Now, sum the products of the differences:

\[
\text{Sum of Products} = 50.4 + 23.4 + 0.4 + 8.4 + 70.4 = 153
\]

#### Step 1.4: Calculate Covariance

Now, divide the sum by the number of data points (5) to get the covariance:

\[
\text{Cov}(X, Y) = \frac{153}{5} = 30.6
\]

So, the covariance between **Hours Studied** and **Exam Score** is **30.6**.

---

### Step 2: Calculate Correlation

Correlation is calculated using the formula:

\[
\text{Correlation}(X, Y) = \frac{\text{Cov}(X, Y)}{ \sigma_X \sigma_Y }
\]

Where:
- \( \text{Cov}(X, Y) \) is the covariance we just calculated,
- \( \sigma_X \) is the standard deviation of \( X \) (Hours Studied),
- \( \sigma_Y \) is the standard deviation of \( Y \) (Exam Score).

#### Step 2.1: Calculate Standard Deviations of \( X \) and \( Y \)

The standard deviation is the square root of the variance. The formula for the variance is:

\[
\text{Variance} = \frac{\sum (X_i - \overline{X})^2}{n}
\]

##### Standard Deviation of \( X \) (Hours Studied):

\[
\text{Variance}_X = \frac{(-2.8)^2 + (-1.8)^2 + (0.2)^2 + (1.2)^2 + (3.2)^2}{5} = \frac{7.84 + 3.24 + 0.04 + 1.44 + 10.24}{5} = \frac{22.8}{5} = 4.56
\]

\[
\sigma_X = \sqrt{4.56} \approx 2.13
\]

##### Standard Deviation of \( Y \) (Exam Score):

\[
\text{Variance}_Y = \frac{(-18)^2 + (-13)^2 + 2^2 + 7^2 + 22^2}{5} = \frac{324 + 169 + 4 + 49 + 484}{5} = \frac{1030}{5} = 206
\]

\[
\sigma_Y = \sqrt{206} \approx 14.36
\]

#### Step 2.2: Calculate Correlation

Now that we have the covariance and standard deviations, we can calculate the correlation:

\[
\text{Correlation}(X, Y) = \frac{30.6}{2.13 \times 14.36} \approx \frac{30.6}{30.56} \approx 0.999
\]

So, the correlation between **Hours Studied** and **Exam Score** is approximately **0.999**, which is very close to **1**.

---

### Interpretation of Results

- **Covariance** = **30.6**: This is a positive covariance, which means that as the number of hours studied increases, the exam scores tend to increase as well. The magnitude of the covariance (30.6) doesn’t tell us how strong the relationship is; we need to look at the correlation for that.
  
- **Correlation** = **0.999**: This is a very strong positive correlation, very close to **1**. It indicates that there is a very strong, nearly perfect linear relationship between the number of hours studied and the exam score.
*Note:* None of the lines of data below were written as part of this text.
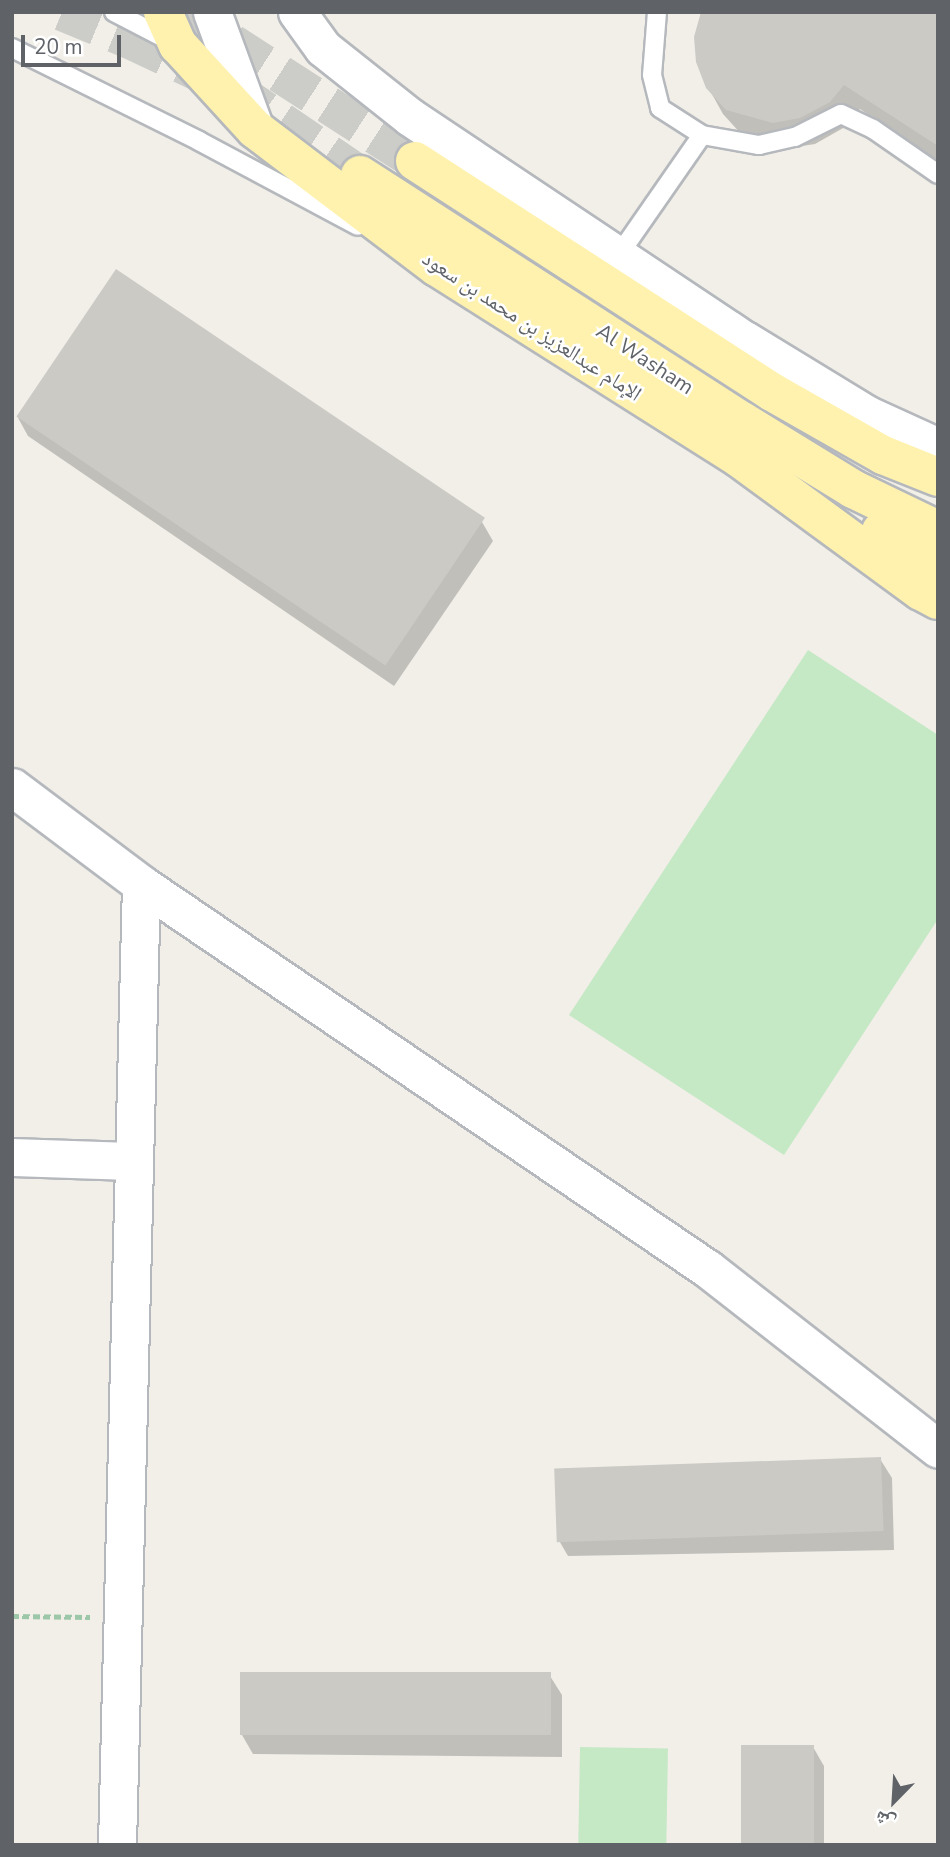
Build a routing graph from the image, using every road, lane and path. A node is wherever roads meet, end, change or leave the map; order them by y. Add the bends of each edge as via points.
1 (114, 12) edge
2 (212, 12) edge
3 (297, 12) edge
4 (657, 12) edge
5 (171, 29) edge
6 (12, 48) edge
7 (255, 129) junction
8 (702, 135) junction
9 (415, 162) tunnel mouth
10 (938, 174) edge
11 (360, 175) tunnel mouth
12 (618, 256) junction
13 (452, 277) junction
14 (938, 447) edge
15 (740, 458) junction
16 (938, 477) edge
17 (938, 530) edge
18 (938, 561) edge
19 (938, 600) edge
20 (12, 787) edge
21 (141, 884) junction
22 (12, 1157) edge
23 (134, 1161) junction
24 (938, 1449) edge
25 (12, 1616) edge
26 (123, 1617) junction
27 (117, 1845) edge

1 - 5 lane
2 - 7 street
3 - 12 street via 323,48 410,117
4 - 8 lane via 652,75 660,108
5 - 7 main road, الإمام عبدالعزيز بن محمد بن سعود
6 - 13 lane via 199,141
7 - 13 main road, الإمام عبدالعزيز بن محمد بن سعود
8 - 10 lane via 759,145 794,137 841,114 873,129
8 - 12 lane
9 - 16 main road, Al Washam via 772,391 883,455
11 - 17 main road, Al Washam via 742,421 853,489
12 - 14 street via 866,414
13 - 15 main road, الإمام عبدالعزيز بن محمد بن سعود
15 - 18 main road
15 - 19 main road, الإمام عبدالعزيز بن محمد بن سعود
20 - 21 street
21 - 23 street
21 - 24 street via 708,1269
22 - 23 street
23 - 26 street
25 - 26 path
26 - 27 street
In other words, the more hours a student studies, the higher their exam score tends to be.

### Conclusion

- **Covariance** helps us understand the direction of the relationship (positive or negative), but the **correlation** gives us a clearer idea of how strong that relationship is.
- In this case, the positive covariance and the very strong correlation suggest that studying more hours is closely associated with higher exam scores.